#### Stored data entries
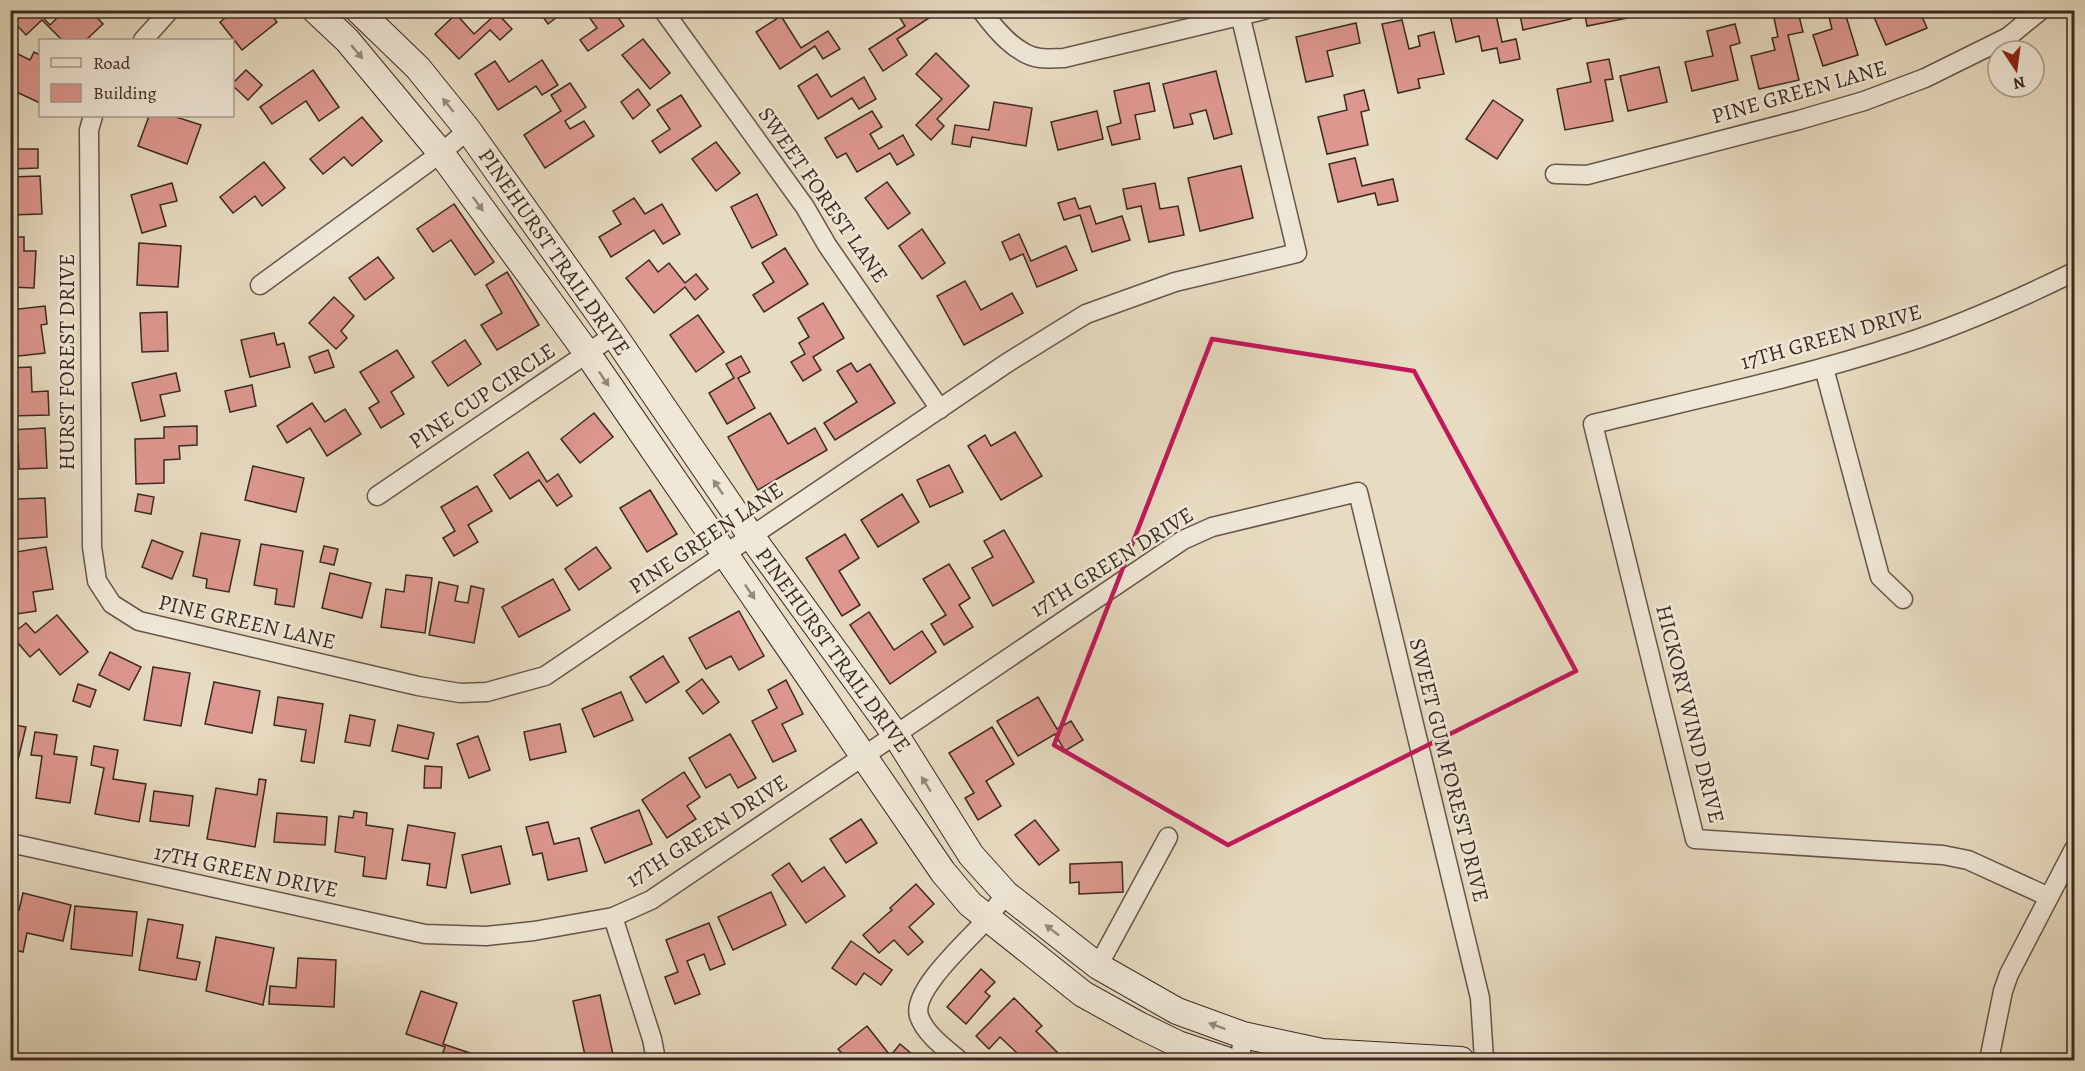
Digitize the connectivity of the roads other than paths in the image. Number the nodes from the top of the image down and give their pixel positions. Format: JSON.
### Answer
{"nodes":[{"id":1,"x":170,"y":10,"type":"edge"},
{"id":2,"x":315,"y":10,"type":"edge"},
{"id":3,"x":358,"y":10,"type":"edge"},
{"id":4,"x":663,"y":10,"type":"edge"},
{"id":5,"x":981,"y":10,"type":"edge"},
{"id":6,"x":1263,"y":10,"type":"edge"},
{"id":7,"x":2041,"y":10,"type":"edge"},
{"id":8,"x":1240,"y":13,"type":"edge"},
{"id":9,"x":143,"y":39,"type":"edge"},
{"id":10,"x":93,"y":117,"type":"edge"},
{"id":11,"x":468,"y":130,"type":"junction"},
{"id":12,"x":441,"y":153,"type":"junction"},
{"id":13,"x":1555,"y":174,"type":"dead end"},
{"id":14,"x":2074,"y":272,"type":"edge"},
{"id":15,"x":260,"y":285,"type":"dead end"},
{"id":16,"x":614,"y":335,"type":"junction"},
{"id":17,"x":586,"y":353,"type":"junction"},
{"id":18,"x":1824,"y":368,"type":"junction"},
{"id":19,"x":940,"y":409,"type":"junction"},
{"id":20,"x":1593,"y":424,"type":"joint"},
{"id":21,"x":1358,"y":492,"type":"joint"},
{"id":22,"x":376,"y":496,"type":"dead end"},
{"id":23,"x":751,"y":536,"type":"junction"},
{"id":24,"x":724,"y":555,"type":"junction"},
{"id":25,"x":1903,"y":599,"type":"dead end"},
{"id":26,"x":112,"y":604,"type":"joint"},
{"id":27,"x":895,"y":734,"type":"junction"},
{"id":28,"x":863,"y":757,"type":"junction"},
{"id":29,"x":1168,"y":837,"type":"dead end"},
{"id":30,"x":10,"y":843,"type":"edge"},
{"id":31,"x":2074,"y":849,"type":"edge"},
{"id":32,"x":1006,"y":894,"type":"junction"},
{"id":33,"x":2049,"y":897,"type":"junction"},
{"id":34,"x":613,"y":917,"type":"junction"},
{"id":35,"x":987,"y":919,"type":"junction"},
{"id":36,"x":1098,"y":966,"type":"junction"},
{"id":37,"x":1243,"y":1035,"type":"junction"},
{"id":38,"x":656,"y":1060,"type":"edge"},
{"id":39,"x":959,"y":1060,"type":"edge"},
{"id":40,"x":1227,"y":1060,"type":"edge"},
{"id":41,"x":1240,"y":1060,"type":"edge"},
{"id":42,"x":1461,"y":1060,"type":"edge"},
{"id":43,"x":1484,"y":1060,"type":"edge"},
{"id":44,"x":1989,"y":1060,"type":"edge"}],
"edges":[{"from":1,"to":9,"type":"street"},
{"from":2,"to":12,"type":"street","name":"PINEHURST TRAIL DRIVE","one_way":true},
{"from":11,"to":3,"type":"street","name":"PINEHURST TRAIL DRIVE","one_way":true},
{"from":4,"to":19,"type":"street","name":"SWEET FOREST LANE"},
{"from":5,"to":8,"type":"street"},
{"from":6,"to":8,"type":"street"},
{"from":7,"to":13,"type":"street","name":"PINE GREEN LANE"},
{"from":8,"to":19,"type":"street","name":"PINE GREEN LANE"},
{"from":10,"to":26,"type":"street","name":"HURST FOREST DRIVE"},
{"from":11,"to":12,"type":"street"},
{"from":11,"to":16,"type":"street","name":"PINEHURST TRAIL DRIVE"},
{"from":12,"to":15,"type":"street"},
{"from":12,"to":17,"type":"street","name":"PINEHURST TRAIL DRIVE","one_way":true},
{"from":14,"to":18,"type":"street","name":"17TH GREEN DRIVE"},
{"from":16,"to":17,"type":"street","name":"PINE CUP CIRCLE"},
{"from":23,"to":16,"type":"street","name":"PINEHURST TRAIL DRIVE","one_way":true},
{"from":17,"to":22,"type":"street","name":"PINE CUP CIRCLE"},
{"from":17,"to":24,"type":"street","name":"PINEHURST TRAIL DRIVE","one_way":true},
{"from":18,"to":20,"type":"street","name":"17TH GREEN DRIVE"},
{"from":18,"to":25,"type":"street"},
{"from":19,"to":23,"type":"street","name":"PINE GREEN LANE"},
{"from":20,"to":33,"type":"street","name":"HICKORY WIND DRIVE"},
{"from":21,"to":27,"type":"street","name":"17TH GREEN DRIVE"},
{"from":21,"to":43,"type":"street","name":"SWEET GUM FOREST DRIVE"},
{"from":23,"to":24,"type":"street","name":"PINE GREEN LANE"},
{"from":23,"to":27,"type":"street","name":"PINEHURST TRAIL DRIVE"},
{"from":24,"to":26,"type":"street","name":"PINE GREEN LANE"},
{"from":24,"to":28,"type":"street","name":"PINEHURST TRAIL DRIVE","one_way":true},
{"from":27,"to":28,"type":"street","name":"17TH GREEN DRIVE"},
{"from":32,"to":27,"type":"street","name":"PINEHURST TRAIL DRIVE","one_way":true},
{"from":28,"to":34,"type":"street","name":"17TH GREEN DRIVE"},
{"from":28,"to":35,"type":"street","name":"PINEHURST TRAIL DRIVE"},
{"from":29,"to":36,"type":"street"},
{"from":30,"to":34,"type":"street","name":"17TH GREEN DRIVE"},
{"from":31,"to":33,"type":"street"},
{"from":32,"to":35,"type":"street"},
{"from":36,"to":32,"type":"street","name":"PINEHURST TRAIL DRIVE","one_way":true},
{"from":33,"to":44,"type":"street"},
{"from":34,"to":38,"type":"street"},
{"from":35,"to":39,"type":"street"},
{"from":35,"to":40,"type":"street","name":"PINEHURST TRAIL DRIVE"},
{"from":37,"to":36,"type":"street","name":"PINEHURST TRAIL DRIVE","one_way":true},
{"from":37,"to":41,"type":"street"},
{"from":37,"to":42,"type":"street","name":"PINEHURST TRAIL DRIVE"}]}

#### What you should do
Please return the lines above exactly, with the pictures omitted.

#### Task answer
Digitize the connectivity of the roads other than paths in the image. Number the nodes from the top of the image down and give their pixel positions. Format: JSON.
### Answer
{"nodes":[{"id":1,"x":170,"y":10,"type":"edge"},
{"id":2,"x":315,"y":10,"type":"edge"},
{"id":3,"x":358,"y":10,"type":"edge"},
{"id":4,"x":663,"y":10,"type":"edge"},
{"id":5,"x":981,"y":10,"type":"edge"},
{"id":6,"x":1263,"y":10,"type":"edge"},
{"id":7,"x":2041,"y":10,"type":"edge"},
{"id":8,"x":1240,"y":13,"type":"edge"},
{"id":9,"x":143,"y":39,"type":"edge"},
{"id":10,"x":93,"y":117,"type":"edge"},
{"id":11,"x":468,"y":130,"type":"junction"},
{"id":12,"x":441,"y":153,"type":"junction"},
{"id":13,"x":1555,"y":174,"type":"dead end"},
{"id":14,"x":2074,"y":272,"type":"edge"},
{"id":15,"x":260,"y":285,"type":"dead end"},
{"id":16,"x":614,"y":335,"type":"junction"},
{"id":17,"x":586,"y":353,"type":"junction"},
{"id":18,"x":1824,"y":368,"type":"junction"},
{"id":19,"x":940,"y":409,"type":"junction"},
{"id":20,"x":1593,"y":424,"type":"joint"},
{"id":21,"x":1358,"y":492,"type":"joint"},
{"id":22,"x":376,"y":496,"type":"dead end"},
{"id":23,"x":751,"y":536,"type":"junction"},
{"id":24,"x":724,"y":555,"type":"junction"},
{"id":25,"x":1903,"y":599,"type":"dead end"},
{"id":26,"x":112,"y":604,"type":"joint"},
{"id":27,"x":895,"y":734,"type":"junction"},
{"id":28,"x":863,"y":757,"type":"junction"},
{"id":29,"x":1168,"y":837,"type":"dead end"},
{"id":30,"x":10,"y":843,"type":"edge"},
{"id":31,"x":2074,"y":849,"type":"edge"},
{"id":32,"x":1006,"y":894,"type":"junction"},
{"id":33,"x":2049,"y":897,"type":"junction"},
{"id":34,"x":613,"y":917,"type":"junction"},
{"id":35,"x":987,"y":919,"type":"junction"},
{"id":36,"x":1098,"y":966,"type":"junction"},
{"id":37,"x":1243,"y":1035,"type":"junction"},
{"id":38,"x":656,"y":1060,"type":"edge"},
{"id":39,"x":959,"y":1060,"type":"edge"},
{"id":40,"x":1227,"y":1060,"type":"edge"},
{"id":41,"x":1240,"y":1060,"type":"edge"},
{"id":42,"x":1461,"y":1060,"type":"edge"},
{"id":43,"x":1484,"y":1060,"type":"edge"},
{"id":44,"x":1989,"y":1060,"type":"edge"}],
"edges":[{"from":1,"to":9,"type":"street"},
{"from":2,"to":12,"type":"street","name":"PINEHURST TRAIL DRIVE","one_way":true},
{"from":11,"to":3,"type":"street","name":"PINEHURST TRAIL DRIVE","one_way":true},
{"from":4,"to":19,"type":"street","name":"SWEET FOREST LANE"},
{"from":5,"to":8,"type":"street"},
{"from":6,"to":8,"type":"street"},
{"from":7,"to":13,"type":"street","name":"PINE GREEN LANE"},
{"from":8,"to":19,"type":"street","name":"PINE GREEN LANE"},
{"from":10,"to":26,"type":"street","name":"HURST FOREST DRIVE"},
{"from":11,"to":12,"type":"street"},
{"from":11,"to":16,"type":"street","name":"PINEHURST TRAIL DRIVE"},
{"from":12,"to":15,"type":"street"},
{"from":12,"to":17,"type":"street","name":"PINEHURST TRAIL DRIVE","one_way":true},
{"from":14,"to":18,"type":"street","name":"17TH GREEN DRIVE"},
{"from":16,"to":17,"type":"street","name":"PINE CUP CIRCLE"},
{"from":23,"to":16,"type":"street","name":"PINEHURST TRAIL DRIVE","one_way":true},
{"from":17,"to":22,"type":"street","name":"PINE CUP CIRCLE"},
{"from":17,"to":24,"type":"street","name":"PINEHURST TRAIL DRIVE","one_way":true},
{"from":18,"to":20,"type":"street","name":"17TH GREEN DRIVE"},
{"from":18,"to":25,"type":"street"},
{"from":19,"to":23,"type":"street","name":"PINE GREEN LANE"},
{"from":20,"to":33,"type":"street","name":"HICKORY WIND DRIVE"},
{"from":21,"to":27,"type":"street","name":"17TH GREEN DRIVE"},
{"from":21,"to":43,"type":"street","name":"SWEET GUM FOREST DRIVE"},
{"from":23,"to":24,"type":"street","name":"PINE GREEN LANE"},
{"from":23,"to":27,"type":"street","name":"PINEHURST TRAIL DRIVE"},
{"from":24,"to":26,"type":"street","name":"PINE GREEN LANE"},
{"from":24,"to":28,"type":"street","name":"PINEHURST TRAIL DRIVE","one_way":true},
{"from":27,"to":28,"type":"street","name":"17TH GREEN DRIVE"},
{"from":32,"to":27,"type":"street","name":"PINEHURST TRAIL DRIVE","one_way":true},
{"from":28,"to":34,"type":"street","name":"17TH GREEN DRIVE"},
{"from":28,"to":35,"type":"street","name":"PINEHURST TRAIL DRIVE"},
{"from":29,"to":36,"type":"street"},
{"from":30,"to":34,"type":"street","name":"17TH GREEN DRIVE"},
{"from":31,"to":33,"type":"street"},
{"from":32,"to":35,"type":"street"},
{"from":36,"to":32,"type":"street","name":"PINEHURST TRAIL DRIVE","one_way":true},
{"from":33,"to":44,"type":"street"},
{"from":34,"to":38,"type":"street"},
{"from":35,"to":39,"type":"street"},
{"from":35,"to":40,"type":"street","name":"PINEHURST TRAIL DRIVE"},
{"from":37,"to":36,"type":"street","name":"PINEHURST TRAIL DRIVE","one_way":true},
{"from":37,"to":41,"type":"street"},
{"from":37,"to":42,"type":"street","name":"PINEHURST TRAIL DRIVE"}]}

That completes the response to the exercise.